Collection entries
* * * *

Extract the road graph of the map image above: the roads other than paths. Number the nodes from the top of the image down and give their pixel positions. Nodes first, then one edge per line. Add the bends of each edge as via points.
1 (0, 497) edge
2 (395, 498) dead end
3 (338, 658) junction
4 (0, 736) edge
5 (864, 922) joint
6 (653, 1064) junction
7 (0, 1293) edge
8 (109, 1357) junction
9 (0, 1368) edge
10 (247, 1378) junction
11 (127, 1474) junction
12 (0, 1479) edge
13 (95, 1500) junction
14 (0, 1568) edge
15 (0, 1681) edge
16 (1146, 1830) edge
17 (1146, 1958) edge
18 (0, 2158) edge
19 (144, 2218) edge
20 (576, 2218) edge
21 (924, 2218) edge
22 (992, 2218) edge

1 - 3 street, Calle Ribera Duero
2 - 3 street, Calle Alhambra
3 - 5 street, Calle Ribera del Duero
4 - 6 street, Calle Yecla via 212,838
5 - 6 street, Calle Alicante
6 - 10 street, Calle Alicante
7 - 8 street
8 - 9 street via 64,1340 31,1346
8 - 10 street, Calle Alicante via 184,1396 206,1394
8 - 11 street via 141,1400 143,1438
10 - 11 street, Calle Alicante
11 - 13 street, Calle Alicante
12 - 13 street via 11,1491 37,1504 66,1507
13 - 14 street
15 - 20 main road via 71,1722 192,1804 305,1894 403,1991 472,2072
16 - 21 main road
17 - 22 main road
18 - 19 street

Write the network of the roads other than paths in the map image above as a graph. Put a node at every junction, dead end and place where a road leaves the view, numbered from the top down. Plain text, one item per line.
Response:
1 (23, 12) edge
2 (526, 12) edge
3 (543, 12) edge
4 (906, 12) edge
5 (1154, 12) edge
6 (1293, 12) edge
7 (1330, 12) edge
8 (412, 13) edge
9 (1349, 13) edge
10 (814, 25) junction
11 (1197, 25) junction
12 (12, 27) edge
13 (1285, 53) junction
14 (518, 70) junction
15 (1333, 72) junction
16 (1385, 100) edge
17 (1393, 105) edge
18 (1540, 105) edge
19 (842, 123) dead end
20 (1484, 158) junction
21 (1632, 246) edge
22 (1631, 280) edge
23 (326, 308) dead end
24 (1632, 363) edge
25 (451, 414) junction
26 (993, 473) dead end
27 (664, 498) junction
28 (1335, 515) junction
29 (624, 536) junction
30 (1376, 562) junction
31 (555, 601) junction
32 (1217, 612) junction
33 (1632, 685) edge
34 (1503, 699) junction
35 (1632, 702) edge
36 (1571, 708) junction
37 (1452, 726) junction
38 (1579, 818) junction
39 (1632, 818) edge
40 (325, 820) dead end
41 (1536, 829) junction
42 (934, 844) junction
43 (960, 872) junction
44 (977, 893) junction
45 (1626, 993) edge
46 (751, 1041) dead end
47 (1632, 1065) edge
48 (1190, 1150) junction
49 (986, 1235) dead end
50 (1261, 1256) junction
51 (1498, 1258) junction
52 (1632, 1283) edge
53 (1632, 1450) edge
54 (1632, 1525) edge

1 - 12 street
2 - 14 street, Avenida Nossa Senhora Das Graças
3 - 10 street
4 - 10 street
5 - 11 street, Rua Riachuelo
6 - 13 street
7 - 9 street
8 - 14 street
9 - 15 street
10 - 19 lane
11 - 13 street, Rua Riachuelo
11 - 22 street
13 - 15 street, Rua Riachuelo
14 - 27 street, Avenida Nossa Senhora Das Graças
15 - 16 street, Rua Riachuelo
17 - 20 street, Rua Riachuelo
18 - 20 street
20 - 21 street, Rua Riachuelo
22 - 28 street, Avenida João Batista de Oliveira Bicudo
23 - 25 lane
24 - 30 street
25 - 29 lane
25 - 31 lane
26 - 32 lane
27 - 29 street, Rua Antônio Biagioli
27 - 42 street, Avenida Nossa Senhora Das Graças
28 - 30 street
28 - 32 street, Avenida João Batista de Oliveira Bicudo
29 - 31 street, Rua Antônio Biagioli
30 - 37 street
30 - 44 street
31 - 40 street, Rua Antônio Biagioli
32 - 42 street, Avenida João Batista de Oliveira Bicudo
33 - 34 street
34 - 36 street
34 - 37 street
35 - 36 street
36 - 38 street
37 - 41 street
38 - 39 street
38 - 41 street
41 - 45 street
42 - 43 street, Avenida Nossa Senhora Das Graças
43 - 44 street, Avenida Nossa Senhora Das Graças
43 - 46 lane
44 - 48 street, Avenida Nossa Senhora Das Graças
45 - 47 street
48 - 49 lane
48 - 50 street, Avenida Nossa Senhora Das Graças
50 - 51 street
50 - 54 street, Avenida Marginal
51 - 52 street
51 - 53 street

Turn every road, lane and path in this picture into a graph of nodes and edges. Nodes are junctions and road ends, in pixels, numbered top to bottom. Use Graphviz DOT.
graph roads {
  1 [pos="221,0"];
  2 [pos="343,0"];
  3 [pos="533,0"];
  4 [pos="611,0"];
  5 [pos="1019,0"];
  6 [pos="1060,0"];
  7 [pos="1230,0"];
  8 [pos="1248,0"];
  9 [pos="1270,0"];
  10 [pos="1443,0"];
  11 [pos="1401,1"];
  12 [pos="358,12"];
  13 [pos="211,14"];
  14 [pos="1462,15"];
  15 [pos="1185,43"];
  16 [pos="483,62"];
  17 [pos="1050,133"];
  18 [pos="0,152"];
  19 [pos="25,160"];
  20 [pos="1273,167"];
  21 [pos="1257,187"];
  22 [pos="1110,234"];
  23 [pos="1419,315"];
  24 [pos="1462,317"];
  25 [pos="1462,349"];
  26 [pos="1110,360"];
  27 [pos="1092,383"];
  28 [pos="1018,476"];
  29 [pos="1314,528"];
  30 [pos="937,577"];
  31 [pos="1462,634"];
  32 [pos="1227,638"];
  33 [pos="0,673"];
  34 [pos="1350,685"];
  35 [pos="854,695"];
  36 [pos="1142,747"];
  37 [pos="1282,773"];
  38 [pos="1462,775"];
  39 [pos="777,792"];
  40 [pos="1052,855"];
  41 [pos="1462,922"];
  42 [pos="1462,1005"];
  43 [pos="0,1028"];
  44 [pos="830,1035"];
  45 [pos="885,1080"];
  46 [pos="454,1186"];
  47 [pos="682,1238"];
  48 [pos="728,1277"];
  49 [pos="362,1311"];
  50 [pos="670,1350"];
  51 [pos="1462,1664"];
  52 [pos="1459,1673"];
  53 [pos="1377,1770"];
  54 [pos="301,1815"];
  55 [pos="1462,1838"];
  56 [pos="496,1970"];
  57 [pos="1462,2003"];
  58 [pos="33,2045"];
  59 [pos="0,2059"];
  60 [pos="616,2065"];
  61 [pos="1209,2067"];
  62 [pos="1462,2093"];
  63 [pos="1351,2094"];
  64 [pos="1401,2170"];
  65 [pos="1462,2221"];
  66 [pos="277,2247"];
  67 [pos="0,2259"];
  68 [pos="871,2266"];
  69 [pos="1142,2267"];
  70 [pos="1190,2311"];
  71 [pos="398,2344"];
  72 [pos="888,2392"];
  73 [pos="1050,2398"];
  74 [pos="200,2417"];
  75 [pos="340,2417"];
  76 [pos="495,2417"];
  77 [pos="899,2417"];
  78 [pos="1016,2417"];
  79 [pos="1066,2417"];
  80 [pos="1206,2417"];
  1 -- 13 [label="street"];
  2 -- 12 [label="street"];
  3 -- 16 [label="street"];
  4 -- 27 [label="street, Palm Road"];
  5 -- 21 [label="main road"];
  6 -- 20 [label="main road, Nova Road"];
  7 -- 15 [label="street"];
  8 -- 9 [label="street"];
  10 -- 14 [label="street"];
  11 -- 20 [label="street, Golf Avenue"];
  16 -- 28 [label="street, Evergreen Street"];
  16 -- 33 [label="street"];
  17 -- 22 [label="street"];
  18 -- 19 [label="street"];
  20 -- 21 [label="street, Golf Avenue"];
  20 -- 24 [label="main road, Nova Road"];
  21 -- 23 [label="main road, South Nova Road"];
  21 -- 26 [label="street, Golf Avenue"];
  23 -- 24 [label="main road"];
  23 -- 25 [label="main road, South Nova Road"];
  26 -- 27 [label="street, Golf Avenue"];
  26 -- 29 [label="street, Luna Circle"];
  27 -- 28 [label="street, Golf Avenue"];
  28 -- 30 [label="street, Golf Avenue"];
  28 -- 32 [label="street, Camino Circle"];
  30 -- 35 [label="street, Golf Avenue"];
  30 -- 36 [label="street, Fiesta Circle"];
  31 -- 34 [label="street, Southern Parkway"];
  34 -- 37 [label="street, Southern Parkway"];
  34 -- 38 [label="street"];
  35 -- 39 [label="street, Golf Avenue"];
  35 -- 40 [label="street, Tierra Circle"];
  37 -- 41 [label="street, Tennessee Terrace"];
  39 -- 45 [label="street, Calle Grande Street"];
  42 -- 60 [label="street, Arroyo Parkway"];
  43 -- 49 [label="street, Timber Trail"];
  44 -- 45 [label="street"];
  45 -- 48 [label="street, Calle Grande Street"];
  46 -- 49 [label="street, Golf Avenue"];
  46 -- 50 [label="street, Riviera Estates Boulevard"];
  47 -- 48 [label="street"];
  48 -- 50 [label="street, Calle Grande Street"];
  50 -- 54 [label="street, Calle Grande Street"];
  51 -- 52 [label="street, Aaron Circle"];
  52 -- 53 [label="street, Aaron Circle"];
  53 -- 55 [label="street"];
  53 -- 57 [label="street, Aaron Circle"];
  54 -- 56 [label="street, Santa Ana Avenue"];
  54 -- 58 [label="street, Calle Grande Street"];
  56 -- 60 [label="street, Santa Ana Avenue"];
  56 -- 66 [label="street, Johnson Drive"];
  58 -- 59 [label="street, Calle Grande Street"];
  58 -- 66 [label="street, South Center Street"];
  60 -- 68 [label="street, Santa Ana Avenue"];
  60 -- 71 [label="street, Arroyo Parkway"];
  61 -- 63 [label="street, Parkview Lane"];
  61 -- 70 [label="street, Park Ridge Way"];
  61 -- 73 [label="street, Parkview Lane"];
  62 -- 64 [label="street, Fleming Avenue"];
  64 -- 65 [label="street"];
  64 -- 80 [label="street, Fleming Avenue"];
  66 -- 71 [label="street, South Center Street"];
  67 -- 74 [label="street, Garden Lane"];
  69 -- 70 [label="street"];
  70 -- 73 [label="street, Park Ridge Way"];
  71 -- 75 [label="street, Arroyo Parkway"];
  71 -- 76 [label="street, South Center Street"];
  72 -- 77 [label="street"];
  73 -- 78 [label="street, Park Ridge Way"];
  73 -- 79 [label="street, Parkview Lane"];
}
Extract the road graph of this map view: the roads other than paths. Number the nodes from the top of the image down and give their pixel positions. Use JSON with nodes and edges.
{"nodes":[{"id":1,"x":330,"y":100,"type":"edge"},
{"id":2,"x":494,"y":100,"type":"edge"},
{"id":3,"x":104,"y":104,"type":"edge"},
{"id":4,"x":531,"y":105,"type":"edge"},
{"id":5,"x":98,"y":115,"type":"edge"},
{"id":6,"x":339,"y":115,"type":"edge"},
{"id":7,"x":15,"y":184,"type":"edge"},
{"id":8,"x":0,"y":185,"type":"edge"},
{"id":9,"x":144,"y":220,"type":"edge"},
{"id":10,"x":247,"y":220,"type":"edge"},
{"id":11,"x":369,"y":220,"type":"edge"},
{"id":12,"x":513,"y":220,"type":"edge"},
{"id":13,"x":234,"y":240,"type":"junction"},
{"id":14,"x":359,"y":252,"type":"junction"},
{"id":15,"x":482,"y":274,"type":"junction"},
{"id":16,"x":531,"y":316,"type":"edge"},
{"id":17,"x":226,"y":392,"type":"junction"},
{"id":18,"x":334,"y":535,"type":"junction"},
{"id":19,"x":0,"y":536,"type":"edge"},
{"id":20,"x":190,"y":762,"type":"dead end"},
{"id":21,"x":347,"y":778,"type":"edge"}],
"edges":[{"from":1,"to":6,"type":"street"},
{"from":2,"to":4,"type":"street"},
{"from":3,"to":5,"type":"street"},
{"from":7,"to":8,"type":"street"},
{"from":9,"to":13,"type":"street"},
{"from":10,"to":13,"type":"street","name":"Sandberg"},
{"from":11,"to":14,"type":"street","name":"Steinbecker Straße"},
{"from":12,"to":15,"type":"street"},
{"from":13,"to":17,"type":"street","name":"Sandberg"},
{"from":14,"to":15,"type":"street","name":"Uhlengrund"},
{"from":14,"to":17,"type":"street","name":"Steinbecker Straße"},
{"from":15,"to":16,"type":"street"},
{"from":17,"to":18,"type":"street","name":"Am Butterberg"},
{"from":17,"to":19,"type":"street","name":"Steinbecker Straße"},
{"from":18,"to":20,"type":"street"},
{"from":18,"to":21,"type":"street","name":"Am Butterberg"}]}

* * * *

* _What the task asks_: Your reply is one number: how many lines of the records above contain the word "than".

* _Solution for this problem_: 3